If you still need the table for other purposes, you can build the character class at load-time by iterating over the table, but don't forget to escape "magic characters".

Edit: To remove only standalone numbers, use a frontier pattern:

Code:

text = gsub(text, "%f[%a%d]%d+%f[%A%D]", "")

MunkDev · 09-18-15, 08:14 AM

Code:

text = gsub(text, "[\1\10\32\34#%'\(\)\*\+,\-\./%d:;<>=\[\]^{|}~]", "")

This doesn't remove any of the characters supplied in the character class.

Phanx · 09-18-15, 08:19 AM

Oh, oops, I've been writing too much JavaScript at work. Try escaping the characters correctly for Lua.

Code:

text = gsub(text, "[\1\10\32\34#%%'%(%)%*%+,%-%./%d:;<>=%[%]^{|}~]", "")

MunkDev · 09-18-15, 08:25 AM

Originally Posted by Phanx

Oh, oops, I've been writing too much JavaScript at work. Try escaping the characters correctly for Lua.

Code:

text = gsub(text, "[\1\10\32\34#%%'%(%)%*%+,%-%./%d:;<>=%[%]^{|}~]", "")

Yeah, I just edited the pattern to this:

Code:

text = text:gsub("[\1\10\32\34%\\#%%%'%(%)%*%+,%-%./%d:;<>=%[%]^{|}~]", space)

... and it seemed to do the trick.

One thing missing in the pattern you supplied, is escaping backslash!
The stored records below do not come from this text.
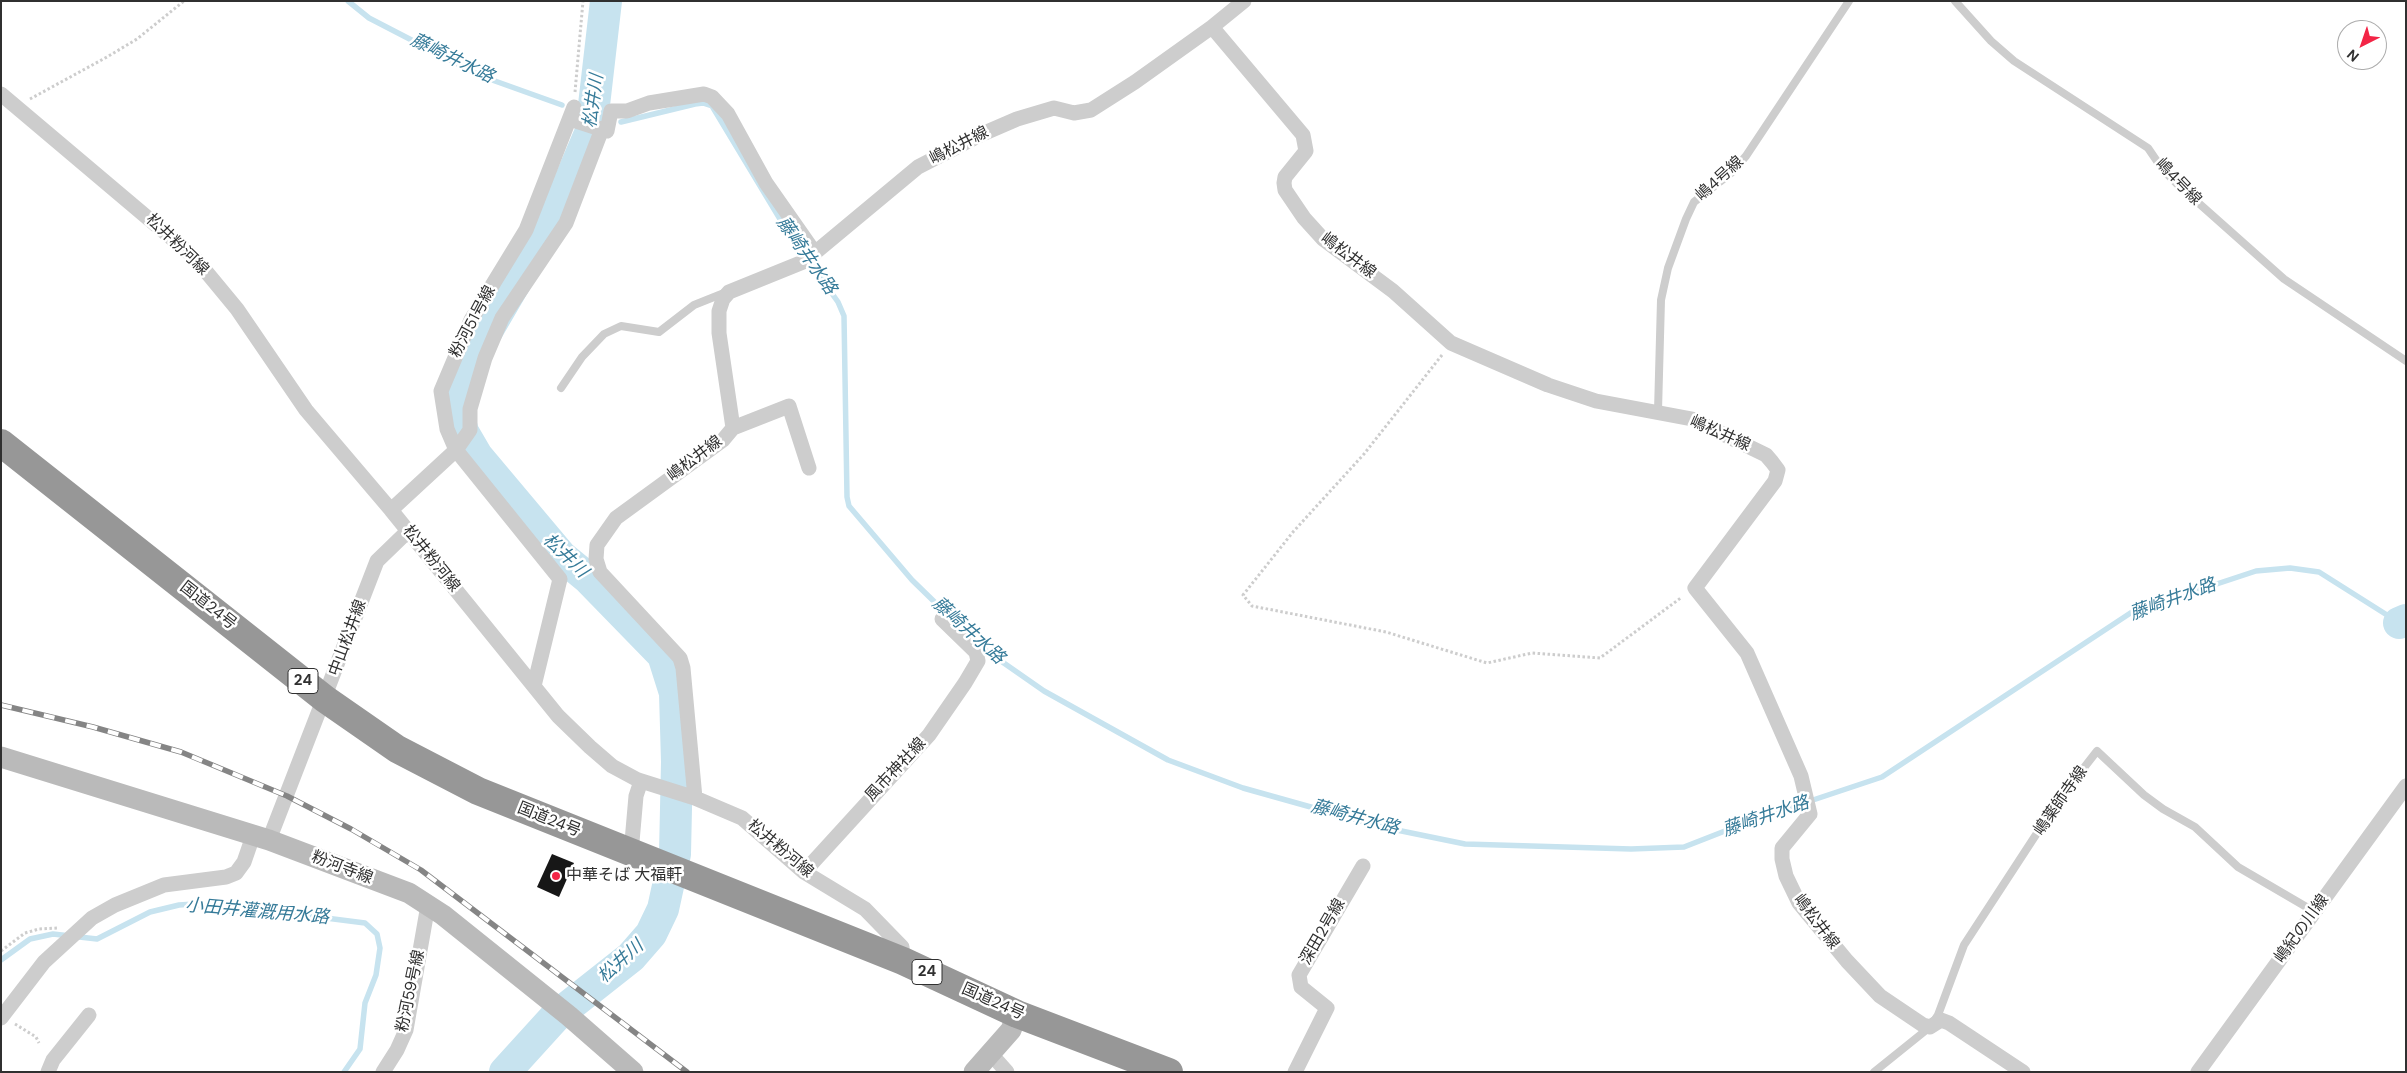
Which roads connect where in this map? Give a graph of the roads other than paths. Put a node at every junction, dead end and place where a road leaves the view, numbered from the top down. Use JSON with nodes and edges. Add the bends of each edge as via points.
{"nodes":[{"id":1,"x":1244,"y":1,"type":"edge"},
{"id":2,"x":1849,"y":1,"type":"edge"},
{"id":3,"x":1954,"y":1,"type":"edge"},
{"id":4,"x":1212,"y":27,"type":"junction"},
{"id":5,"x":1,"y":94,"type":"edge"},
{"id":6,"x":604,"y":130,"type":"junction"},
{"id":7,"x":810,"y":257,"type":"junction"},
{"id":8,"x":729,"y":292,"type":"junction"},
{"id":9,"x":2406,"y":361,"type":"edge"},
{"id":10,"x":561,"y":388,"type":"dead end"},
{"id":11,"x":1658,"y":411,"type":"junction"},
{"id":12,"x":733,"y":428,"type":"junction"},
{"id":13,"x":1,"y":443,"type":"edge"},
{"id":14,"x":457,"y":448,"type":"junction"},
{"id":15,"x":809,"y":468,"type":"dead end"},
{"id":16,"x":391,"y":510,"type":"junction"},
{"id":17,"x":408,"y":531,"type":"junction"},
{"id":18,"x":942,"y":619,"type":"dead end"},
{"id":19,"x":534,"y":686,"type":"junction"},
{"id":20,"x":325,"y":699,"type":"junction"},
{"id":21,"x":1,"y":757,"type":"edge"},
{"id":22,"x":644,"y":782,"type":"junction"},
{"id":23,"x":2406,"y":786,"type":"edge"},
{"id":24,"x":691,"y":797,"type":"junction"},
{"id":25,"x":261,"y":838,"type":"junction"},
{"id":26,"x":636,"y":855,"type":"junction"},
{"id":27,"x":1363,"y":866,"type":"dead end"},
{"id":28,"x":804,"y":872,"type":"junction"},
{"id":29,"x":428,"y":905,"type":"junction"},
{"id":30,"x":2315,"y":912,"type":"junction"},
{"id":31,"x":902,"y":961,"type":"junction"},
{"id":32,"x":1017,"y":1014,"type":"junction"},
{"id":33,"x":89,"y":1015,"type":"dead end"},
{"id":34,"x":2,"y":1017,"type":"edge"},
{"id":35,"x":1930,"y":1027,"type":"junction"},
{"id":36,"x":991,"y":1054,"type":"junction"},
{"id":37,"x":48,"y":1072,"type":"edge"},
{"id":38,"x":382,"y":1072,"type":"edge"},
{"id":39,"x":633,"y":1072,"type":"edge"},
{"id":40,"x":974,"y":1072,"type":"edge"},
{"id":41,"x":1008,"y":1072,"type":"edge"},
{"id":42,"x":1169,"y":1072,"type":"edge"},
{"id":43,"x":1295,"y":1072,"type":"edge"},
{"id":44,"x":1874,"y":1072,"type":"edge"},
{"id":45,"x":2023,"y":1072,"type":"edge"},
{"id":46,"x":2198,"y":1072,"type":"edge"}],
"edges":[{"from":1,"to":4,"type":"street"},
{"from":2,"to":11,"type":"lane","name":"嶋4号線","via":[[1746,156],[1731,174],[1694,202],[1686,219],[1668,268],[1661,300]]},
{"from":3,"to":9,"type":"lane","name":"嶋4号線","via":[[2014,61],[2148,148],[2162,170],[2284,279]]},
{"from":4,"to":7,"type":"street","name":"嶋松井線","via":[[1091,110],[1074,113],[1054,108],[1017,119],[918,167]]},
{"from":4,"to":11,"type":"street","name":"嶋松井線","via":[[1303,134],[1306,151],[1285,177],[1285,190],[1323,239],[1394,291],[1451,343],[1548,385],[1596,401]]},
{"from":5,"to":16,"type":"street","name":"松井粉河線","via":[[194,257],[237,309],[306,410]]},
{"from":6,"to":7,"type":"street","via":[[611,111],[627,111],[649,103],[704,94],[712,96],[728,114]]},
{"from":6,"to":14,"type":"street","via":[[566,223],[502,318],[485,358],[470,409],[470,430]]},
{"from":6,"to":14,"type":"street","name":"粉河51号線","via":[[572,115],[526,230],[472,320],[441,391],[447,429]]},
{"from":7,"to":8,"type":"street","name":"嶋松井線"},
{"from":8,"to":10,"type":"lane","via":[[694,306],[659,332],[620,326],[604,334],[582,357]]},
{"from":8,"to":12,"type":"street","name":"嶋松井線","via":[[719,311],[719,333]]},
{"from":11,"to":35,"type":"street","name":"嶋松井線","via":[[1692,419],[1724,434],[1766,455],[1778,470],[1775,481],[1694,588],[1747,652],[1783,731],[1809,802],[1810,814],[1782,848],[1786,876],[1799,903],[1846,961],[1880,996]]},
{"from":12,"to":15,"type":"street","via":[[789,406]]},
{"from":12,"to":24,"type":"street","name":"嶋松井線","via":[[723,440],[616,518],[598,545],[596,559],[600,572],[680,658]]},
{"from":13,"to":20,"type":"highway","name":"国道24号","number":"24"},
{"from":14,"to":16,"type":"street"},
{"from":14,"to":19,"type":"street","name":"粉河51号線","via":[[560,579]]},
{"from":16,"to":17,"type":"street","name":"松井粉河線"},
{"from":17,"to":19,"type":"street","name":"松井粉河線"},
{"from":17,"to":20,"type":"street","name":"中山松井線","via":[[377,561]]},
{"from":18,"to":28,"type":"street","name":"風市神社線","via":[[976,652],[978,661],[929,734]]},
{"from":19,"to":22,"type":"street","name":"松井粉河線","via":[[558,716],[590,747],[612,766]]},
{"from":20,"to":25,"type":"street","name":"中山松井線"},
{"from":20,"to":26,"type":"highway","name":"国道24号","number":"24","via":[[397,750],[478,791]]},
{"from":21,"to":25,"type":"main road","name":"粉河寺線"},
{"from":22,"to":24,"type":"street","name":"松井粉河線"},
{"from":22,"to":26,"type":"street","via":[[636,796]]},
{"from":23,"to":30,"type":"street","name":"嶋紀の川線"},
{"from":24,"to":28,"type":"street","name":"松井粉河線","via":[[742,818]]},
{"from":25,"to":29,"type":"main road","name":"粉河寺線","via":[[409,893]]},
{"from":25,"to":34,"type":"street","name":"中山松井線","via":[[236,873],[164,885],[115,905],[74,934],[44,962]]},
{"from":26,"to":31,"type":"highway","name":"国道24号","number":"24"},
{"from":27,"to":43,"type":"street","name":"深田2号線","via":[[1299,975],[1301,987],[1327,1008]]},
{"from":28,"to":31,"type":"street","name":"松井粉河線","via":[[865,909],[902,947]]},
{"from":29,"to":38,"type":"street","name":"粉河59号線","via":[[406,1030]]},
{"from":29,"to":39,"type":"main road","name":"粉河寺線","via":[[562,1009]]},
{"from":30,"to":35,"type":"lane","name":"嶋薬師寺線","via":[[2238,867],[2195,827],[2144,795],[2097,751],[2058,801],[1990,910],[1964,945]]},
{"from":30,"to":46,"type":"street","name":"嶋紀の川線"},
{"from":31,"to":32,"type":"highway","name":"国道24号","number":"24"},
{"from":32,"to":36,"type":"main road","via":[[1011,1030]]},
{"from":32,"to":42,"type":"highway","name":"国道24号","number":"24"},
{"from":33,"to":37,"type":"street","via":[[53,1060]]},
{"from":35,"to":44,"type":"lane","name":"嶋薬師寺線"},
{"from":35,"to":45,"type":"street","via":[[1941,1020],[1949,1023]]},
{"from":36,"to":40,"type":"main road"},
{"from":36,"to":41,"type":"street"}]}
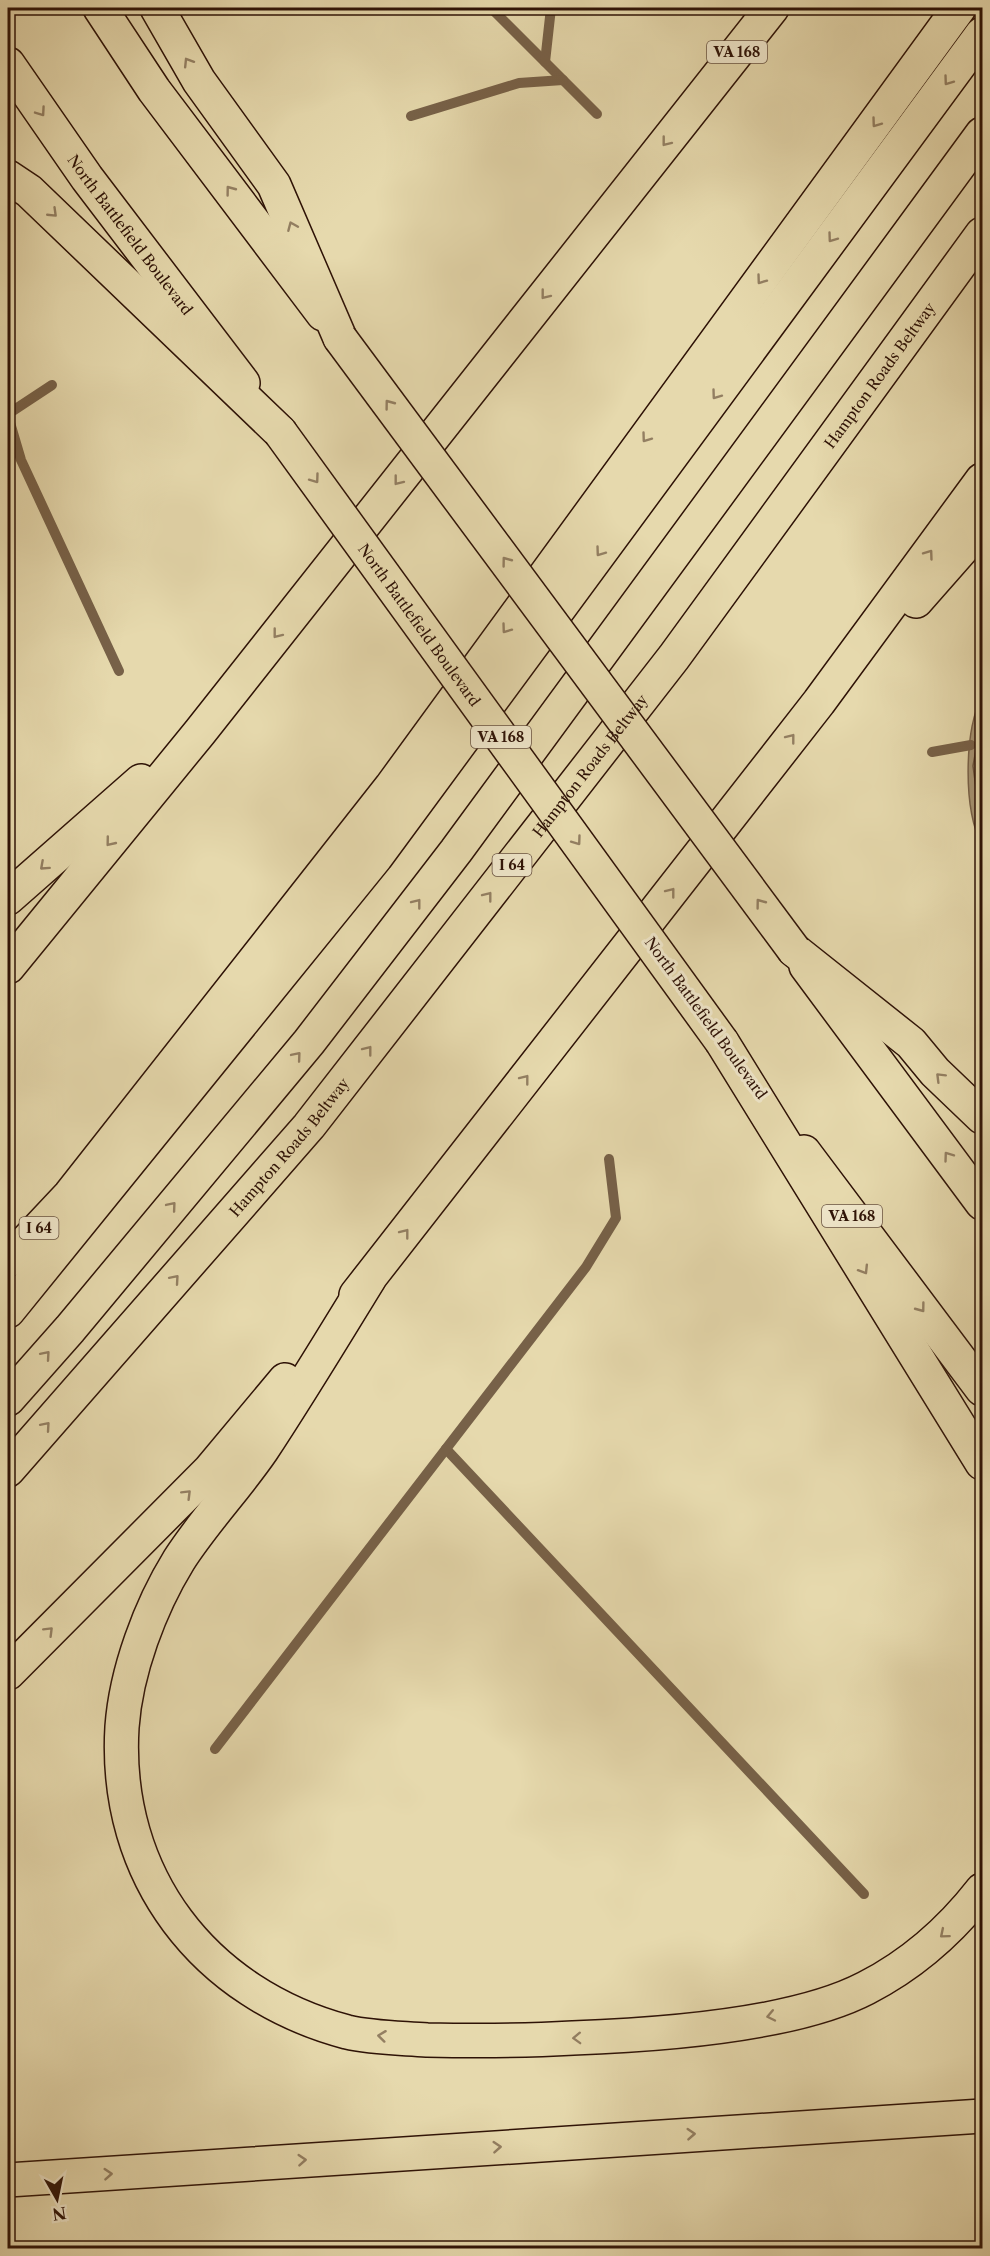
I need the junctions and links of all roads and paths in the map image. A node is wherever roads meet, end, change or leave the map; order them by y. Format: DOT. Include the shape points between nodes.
graph roads {
  1 [pos="100,8"];
  2 [pos="157,8"];
  3 [pos="755,8"];
  4 [pos="772,8"];
  5 [pos="960,8"];
  6 [pos="982,34"];
  7 [pos="8,64"];
  8 [pos="702,96"];
  9 [pos="982,135"];
  10 [pos="8,177"];
  11 [pos="982,234"];
  12 [pos="340,338"];
  13 [pos="280,432"];
  14 [pos="982,480"];
  15 [pos="982,526"];
  16 [pos="819,702"];
  17 [pos="200,732"];
  18 [pos="8,898"];
  19 [pos="794,950"];
  20 [pos="8,967"];
  21 [pos="722,1042"];
  22 [pos="982,1117"];
  23 [pos="982,1203"];
  24 [pos="8,1261"];
  25 [pos="369,1279"];
  26 [pos="8,1311"];
  27 [pos="982,1389"];
  28 [pos="8,1399"];
  29 [pos="982,1463"];
  30 [pos="8,1470"];
  31 [pos="8,1673"];
  32 [pos="982,1890"];
  33 [pos="982,2116"];
  34 [pos="8,2180"];
  12 -- 1 [label="main road, one-way" via="154,90"];
  12 -- 2 [label="main road, one-way" via="274,185 199,81"];
  3 -- 8 [label="main road"];
  4 -- 8 [label="main road, VA 168"];
  5 -- 24 [label="main road, I 64, one-way" via="391,786 70,1195"];
  6 -- 26 [label="main road, one-way" via="376,857"];
  7 -- 13 [label="main road, North Battlefield Boulevard, one-way" via="87,178"];
  8 -- 17 [label="main road, one-way"];
  28 -- 9 [label="main road, one-way" via="309,1042 456,851"];
  10 -- 13 [label="main road, one-way" via="29,191"];
  30 -- 11 [label="main road, Hampton Roads Beltway / I 64, one-way" via="309,1126 674,657"];
  19 -- 12 [label="main road, one-way, bridge"];
  13 -- 21 [label="main road, North Battlefield Boulevard / VA 168, one-way, bridge"];
  16 -- 14 [label="main road, one-way"];
  15 -- 16 [label="main road"];
  25 -- 16 [label="main road, one-way"];
  17 -- 18 [label="main road, one-way"];
  17 -- 20 [label="main road, one-way"];
  22 -- 19 [label="main road, one-way" via="911,1043"];
  23 -- 19 [label="main road, one-way"];
  21 -- 27 [label="main road, North Battlefield Boulevard / VA 168, one-way"];
  21 -- 29 [label="main road, one-way"];
  31 -- 25 [label="main road, one-way" via="209,1471"];
  32 -- 25 [label="main road, one-way" via="955,1925 911,1962 864,1990 813,2008 750,2021 607,2037 462,2041 350,2033 299,2016 255,1994 216,1965 164,1904 131,1826 122,1726 133,1668 178,1563 260,1453"];
  34 -- 33 [label="main road, one-way"];
}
One last thing, omitting single letters. At this point, using these three:

Code:

text = text:gsub("[\1\10\32\34\92#%%%'%(%)%*%+,%-%./%d:;<>=%[%]^{|}~]", space)
text = text:gsub("%s%s+", space)
text = text:gsub("%f[%a%d]%d+%f[%A%D]", "")

... there will be only words left, apart from single letter variables. They are pretty useless in a dictionary.